Skip to main content

Captain Henry W. Grant, Deputy Director, Operations Division, British Admiralty, to British Admiralty


     I attended this conference1 and the decisions arrived at were that about 600 troops per day could be handled, or about 14,000 per month. Hutted accommodation can be provided in England for about 28,000 troops after the 4th November in certain rest camps. The difficulty arose entirely in the Cross Channel Service, which it was pointed out could not be increased beyond the present numbers unless the demand for Libertymen was reduced,2 or extra shipping for this purpose provided by the United States.

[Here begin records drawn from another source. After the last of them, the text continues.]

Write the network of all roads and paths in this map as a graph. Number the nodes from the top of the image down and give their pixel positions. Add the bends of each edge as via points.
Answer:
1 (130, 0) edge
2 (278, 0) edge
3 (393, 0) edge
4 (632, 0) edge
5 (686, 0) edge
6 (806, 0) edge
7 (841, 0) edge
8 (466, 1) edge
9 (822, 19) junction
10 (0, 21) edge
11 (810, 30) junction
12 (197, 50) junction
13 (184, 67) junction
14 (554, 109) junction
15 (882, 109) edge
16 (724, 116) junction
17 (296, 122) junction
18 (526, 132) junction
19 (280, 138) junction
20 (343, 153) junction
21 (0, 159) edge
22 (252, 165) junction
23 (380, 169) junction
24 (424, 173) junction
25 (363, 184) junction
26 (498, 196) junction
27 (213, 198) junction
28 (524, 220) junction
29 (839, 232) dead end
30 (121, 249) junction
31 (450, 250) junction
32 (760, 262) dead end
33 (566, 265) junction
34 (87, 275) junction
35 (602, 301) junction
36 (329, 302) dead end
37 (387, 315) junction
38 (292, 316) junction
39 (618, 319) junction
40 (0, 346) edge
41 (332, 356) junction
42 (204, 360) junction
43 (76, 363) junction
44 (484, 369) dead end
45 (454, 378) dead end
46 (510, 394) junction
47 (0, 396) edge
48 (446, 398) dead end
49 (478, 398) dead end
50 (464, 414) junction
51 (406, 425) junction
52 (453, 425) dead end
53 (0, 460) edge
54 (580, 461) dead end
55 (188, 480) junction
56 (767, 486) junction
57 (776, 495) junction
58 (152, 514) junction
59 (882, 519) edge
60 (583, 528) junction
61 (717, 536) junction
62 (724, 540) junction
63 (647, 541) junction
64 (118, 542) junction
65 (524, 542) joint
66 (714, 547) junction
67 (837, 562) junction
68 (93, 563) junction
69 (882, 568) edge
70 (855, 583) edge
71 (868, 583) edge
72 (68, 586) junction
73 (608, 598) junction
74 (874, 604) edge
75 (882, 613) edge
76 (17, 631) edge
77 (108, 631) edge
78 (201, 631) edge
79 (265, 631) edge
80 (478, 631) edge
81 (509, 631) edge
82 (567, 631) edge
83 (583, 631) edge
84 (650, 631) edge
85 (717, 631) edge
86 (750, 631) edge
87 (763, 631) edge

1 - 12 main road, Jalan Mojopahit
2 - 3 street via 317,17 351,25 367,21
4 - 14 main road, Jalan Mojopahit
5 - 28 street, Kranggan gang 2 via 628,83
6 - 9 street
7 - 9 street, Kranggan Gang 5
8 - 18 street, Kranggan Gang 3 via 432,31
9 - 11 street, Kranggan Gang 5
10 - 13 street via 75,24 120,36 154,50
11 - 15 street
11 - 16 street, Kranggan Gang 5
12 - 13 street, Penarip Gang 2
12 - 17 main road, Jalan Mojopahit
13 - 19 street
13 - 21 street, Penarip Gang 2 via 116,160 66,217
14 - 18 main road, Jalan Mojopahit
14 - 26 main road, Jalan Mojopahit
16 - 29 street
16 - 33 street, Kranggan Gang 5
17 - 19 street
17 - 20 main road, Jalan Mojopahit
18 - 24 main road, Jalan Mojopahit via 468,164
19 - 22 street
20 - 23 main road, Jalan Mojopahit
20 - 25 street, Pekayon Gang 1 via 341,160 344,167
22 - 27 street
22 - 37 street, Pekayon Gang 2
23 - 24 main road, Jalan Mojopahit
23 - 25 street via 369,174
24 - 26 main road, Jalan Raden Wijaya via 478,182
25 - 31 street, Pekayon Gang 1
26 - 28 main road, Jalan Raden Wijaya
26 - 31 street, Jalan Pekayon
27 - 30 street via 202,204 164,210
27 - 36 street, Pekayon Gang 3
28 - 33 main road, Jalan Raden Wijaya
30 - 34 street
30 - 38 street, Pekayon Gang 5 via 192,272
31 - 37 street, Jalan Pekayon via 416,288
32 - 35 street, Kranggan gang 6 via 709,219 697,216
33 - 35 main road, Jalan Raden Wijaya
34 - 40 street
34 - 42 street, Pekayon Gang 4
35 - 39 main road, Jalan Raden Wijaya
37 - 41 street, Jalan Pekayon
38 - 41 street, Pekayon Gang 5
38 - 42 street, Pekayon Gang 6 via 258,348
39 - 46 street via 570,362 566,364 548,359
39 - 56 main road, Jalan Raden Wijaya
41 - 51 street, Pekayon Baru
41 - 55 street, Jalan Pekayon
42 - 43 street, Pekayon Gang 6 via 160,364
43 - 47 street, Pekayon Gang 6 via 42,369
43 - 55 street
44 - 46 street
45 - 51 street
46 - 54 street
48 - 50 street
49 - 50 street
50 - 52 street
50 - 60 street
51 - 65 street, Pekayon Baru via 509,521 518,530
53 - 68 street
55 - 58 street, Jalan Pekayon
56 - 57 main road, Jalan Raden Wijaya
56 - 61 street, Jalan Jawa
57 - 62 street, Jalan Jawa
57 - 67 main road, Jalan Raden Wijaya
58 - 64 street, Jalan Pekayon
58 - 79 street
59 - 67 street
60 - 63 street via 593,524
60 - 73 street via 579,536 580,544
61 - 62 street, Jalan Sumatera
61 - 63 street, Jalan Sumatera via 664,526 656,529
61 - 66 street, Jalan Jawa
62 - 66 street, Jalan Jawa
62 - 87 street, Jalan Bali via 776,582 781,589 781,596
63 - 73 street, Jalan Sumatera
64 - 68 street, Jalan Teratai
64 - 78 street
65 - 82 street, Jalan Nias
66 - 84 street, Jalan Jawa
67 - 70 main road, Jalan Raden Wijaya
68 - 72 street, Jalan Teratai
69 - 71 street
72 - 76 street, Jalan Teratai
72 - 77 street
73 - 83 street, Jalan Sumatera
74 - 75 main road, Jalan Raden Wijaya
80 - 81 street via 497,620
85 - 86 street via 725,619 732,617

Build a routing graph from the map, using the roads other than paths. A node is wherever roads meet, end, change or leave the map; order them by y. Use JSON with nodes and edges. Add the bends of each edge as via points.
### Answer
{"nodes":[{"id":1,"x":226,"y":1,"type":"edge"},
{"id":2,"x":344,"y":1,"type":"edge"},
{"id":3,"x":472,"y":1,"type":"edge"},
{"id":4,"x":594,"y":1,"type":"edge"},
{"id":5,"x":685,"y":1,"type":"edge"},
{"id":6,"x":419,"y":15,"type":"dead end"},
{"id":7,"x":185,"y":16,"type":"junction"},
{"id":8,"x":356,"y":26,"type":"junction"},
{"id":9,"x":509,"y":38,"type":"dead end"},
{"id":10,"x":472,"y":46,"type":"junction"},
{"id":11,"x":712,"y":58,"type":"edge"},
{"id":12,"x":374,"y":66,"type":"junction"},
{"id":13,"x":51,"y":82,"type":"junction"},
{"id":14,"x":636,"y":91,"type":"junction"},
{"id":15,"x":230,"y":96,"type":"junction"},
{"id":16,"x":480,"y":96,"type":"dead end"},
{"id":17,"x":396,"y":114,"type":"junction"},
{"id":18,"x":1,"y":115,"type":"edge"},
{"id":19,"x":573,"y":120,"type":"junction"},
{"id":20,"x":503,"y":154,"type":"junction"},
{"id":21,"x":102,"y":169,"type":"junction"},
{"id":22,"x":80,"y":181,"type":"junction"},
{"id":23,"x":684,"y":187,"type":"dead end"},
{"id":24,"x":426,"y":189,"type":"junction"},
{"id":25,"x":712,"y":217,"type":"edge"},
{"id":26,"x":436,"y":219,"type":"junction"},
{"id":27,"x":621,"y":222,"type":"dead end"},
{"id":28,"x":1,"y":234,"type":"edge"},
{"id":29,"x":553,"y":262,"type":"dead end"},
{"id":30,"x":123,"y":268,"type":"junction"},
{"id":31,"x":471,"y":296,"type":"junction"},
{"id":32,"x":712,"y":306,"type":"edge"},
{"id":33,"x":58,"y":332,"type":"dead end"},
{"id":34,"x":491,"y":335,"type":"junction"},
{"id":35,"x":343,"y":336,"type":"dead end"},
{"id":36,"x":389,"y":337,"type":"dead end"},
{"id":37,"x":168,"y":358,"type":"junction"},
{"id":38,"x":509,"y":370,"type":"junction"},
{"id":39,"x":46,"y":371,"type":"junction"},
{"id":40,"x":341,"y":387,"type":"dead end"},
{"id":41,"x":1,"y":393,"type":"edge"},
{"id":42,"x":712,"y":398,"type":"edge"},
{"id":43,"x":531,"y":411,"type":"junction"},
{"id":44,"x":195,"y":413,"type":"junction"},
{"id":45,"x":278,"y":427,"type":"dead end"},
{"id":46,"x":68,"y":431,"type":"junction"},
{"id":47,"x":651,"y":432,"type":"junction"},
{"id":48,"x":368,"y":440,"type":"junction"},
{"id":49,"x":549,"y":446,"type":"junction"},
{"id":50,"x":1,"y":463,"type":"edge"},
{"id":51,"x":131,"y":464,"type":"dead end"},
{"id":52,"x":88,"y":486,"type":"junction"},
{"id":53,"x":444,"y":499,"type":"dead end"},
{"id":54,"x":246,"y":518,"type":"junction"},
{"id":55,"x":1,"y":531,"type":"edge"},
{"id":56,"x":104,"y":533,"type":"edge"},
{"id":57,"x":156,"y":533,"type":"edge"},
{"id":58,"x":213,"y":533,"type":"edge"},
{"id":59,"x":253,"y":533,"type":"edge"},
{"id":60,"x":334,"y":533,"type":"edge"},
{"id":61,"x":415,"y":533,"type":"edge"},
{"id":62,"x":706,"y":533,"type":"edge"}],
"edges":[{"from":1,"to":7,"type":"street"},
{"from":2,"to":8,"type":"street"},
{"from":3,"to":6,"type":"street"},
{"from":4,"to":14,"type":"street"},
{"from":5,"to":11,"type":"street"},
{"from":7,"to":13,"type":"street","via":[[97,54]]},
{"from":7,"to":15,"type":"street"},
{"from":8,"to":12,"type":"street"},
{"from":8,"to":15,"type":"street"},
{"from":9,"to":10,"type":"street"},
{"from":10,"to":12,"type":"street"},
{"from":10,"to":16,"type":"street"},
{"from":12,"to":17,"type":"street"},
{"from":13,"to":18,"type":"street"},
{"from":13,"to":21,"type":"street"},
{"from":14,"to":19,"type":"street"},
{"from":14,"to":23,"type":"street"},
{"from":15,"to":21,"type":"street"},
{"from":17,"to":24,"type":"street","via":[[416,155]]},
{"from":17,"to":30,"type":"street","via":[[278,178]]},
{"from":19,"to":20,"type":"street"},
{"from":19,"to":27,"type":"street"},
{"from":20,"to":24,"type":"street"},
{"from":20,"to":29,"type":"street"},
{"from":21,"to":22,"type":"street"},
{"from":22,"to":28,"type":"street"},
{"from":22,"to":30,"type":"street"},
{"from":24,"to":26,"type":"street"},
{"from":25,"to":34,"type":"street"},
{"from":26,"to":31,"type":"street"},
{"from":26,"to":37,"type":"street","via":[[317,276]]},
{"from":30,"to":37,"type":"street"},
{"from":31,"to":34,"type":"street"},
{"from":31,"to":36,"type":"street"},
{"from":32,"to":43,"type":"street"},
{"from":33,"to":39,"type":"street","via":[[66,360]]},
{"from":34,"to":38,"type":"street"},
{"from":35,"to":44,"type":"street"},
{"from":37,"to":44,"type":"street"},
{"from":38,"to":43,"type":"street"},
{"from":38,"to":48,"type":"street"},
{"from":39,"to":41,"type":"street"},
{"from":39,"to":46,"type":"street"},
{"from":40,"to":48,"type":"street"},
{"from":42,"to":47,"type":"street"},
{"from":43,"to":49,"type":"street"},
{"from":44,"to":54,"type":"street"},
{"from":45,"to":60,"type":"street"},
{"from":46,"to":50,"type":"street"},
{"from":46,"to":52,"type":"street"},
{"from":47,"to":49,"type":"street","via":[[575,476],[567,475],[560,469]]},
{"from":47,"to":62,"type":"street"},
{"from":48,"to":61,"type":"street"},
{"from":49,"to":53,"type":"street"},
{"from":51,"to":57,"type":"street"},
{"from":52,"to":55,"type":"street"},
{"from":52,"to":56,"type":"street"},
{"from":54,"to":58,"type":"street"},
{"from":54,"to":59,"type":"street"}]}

     I also mentioned that more escorting destroyers would be required. It is very doubtful whether the port facilities at Havre and Cherbourg could be increased, in which case I suggested that an additional route could possibly be found, say between Plymouth and Brest, or Weymouth and the Gulf of St.Malo, but this would entail the extra ships to be provided by the U.S. The opinion appeared to be that only certain very large ships might come to this country, and the number of troops would not be abnormal and could possibly be arranged by stopping or reducing the leave service for a day or two.

     Lord Derby3 said that he would forward his proposed reply to the First Lord4 for concurrence.



27 OCT. 1917  

Source Note: D, UK-KeNA, Adm. 137/655. The two lines below the signature are stamps. In the left margin of the last paragraph is a handwritten asterisk with a corresponding note at the bottom of the memorandum that reads: “* his Office say this was not intended.”

Footnote 1: On this conference, concerning the possibility of housing American troops in England, see: William S. Sims to William S. Benson, 28 October 1917.

Footnote 2: By “Libertymen,” Grant was referring to British soldiers being brought to England from the front lines for leave.

Footnote 3: Edward G. V. Stanley, Earl of Derby was Secretary of State for War.

Footnote 4: Presumably, the First Lord of the Admiralty Sir Eric Geddes. In the end, the Americans did not house significant numbers of troops in England.